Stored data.
※ ※ ※

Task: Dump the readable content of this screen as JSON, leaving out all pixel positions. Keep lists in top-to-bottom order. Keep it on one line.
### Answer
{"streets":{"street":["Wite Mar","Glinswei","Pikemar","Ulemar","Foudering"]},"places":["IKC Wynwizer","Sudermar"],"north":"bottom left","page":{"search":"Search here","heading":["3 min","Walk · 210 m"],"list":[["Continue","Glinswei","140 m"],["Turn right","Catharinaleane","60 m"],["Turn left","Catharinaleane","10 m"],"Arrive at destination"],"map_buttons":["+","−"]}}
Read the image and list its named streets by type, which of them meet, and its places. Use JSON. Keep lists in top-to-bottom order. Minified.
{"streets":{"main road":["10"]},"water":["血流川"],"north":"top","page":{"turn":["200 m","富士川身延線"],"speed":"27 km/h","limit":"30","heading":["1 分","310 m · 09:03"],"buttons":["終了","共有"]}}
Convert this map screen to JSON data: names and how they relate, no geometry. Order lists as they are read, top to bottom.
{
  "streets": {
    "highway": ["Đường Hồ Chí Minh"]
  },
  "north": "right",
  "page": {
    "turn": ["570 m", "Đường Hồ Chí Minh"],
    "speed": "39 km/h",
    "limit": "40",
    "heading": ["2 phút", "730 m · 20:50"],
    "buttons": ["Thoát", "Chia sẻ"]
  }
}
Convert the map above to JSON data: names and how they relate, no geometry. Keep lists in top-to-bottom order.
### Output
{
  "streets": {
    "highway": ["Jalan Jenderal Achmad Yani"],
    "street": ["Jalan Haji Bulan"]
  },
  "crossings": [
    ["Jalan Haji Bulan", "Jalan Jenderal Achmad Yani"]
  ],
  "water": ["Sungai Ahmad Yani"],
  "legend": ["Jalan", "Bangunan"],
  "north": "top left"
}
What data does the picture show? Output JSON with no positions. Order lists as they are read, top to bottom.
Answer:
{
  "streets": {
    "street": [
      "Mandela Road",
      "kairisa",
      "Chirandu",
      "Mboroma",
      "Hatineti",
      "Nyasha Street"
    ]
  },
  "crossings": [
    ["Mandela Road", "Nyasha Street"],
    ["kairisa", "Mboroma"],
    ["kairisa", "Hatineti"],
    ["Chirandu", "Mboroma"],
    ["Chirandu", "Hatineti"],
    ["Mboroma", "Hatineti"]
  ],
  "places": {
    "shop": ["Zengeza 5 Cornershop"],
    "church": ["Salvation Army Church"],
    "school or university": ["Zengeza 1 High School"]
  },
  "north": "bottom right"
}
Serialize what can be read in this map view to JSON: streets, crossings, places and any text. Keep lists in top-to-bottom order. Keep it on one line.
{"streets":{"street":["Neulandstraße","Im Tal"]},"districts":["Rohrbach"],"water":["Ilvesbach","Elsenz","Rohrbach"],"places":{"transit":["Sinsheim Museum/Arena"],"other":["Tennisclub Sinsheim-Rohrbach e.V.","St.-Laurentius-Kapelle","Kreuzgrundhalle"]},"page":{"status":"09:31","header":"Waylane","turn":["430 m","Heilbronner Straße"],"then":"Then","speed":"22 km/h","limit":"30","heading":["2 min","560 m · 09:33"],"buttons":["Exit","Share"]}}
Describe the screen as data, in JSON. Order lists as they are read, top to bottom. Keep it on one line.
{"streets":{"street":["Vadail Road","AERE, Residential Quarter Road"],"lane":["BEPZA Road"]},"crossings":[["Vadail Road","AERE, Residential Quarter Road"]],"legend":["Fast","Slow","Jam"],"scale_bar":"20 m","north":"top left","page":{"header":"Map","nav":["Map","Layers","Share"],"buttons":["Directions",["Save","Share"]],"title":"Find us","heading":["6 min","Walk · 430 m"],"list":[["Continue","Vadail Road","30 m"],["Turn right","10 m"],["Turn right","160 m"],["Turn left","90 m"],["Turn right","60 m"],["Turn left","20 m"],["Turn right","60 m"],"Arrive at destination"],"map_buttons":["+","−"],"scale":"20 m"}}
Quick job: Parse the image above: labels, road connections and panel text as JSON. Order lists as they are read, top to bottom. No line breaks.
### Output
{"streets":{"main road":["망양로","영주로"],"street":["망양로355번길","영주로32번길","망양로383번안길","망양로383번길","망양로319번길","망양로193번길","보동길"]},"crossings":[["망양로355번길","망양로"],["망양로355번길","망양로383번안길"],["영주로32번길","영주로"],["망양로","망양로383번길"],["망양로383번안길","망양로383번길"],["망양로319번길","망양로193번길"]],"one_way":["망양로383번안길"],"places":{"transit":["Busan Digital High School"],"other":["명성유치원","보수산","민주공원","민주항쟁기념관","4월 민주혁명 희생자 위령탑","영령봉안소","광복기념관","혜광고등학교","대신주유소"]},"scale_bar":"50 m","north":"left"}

※ ※ ※

What this task involves.
Filter the entries above down to the lines that contain the word "positions".

Solution for this exercise.
Task: Dump the readable content of this screen as JSON, leaving out all pixel positions. Keep lists in top-to-bottom order. Keep it on one line.
What data does the picture show? Output JSON with no positions. Order lists as they are read, top to bottom.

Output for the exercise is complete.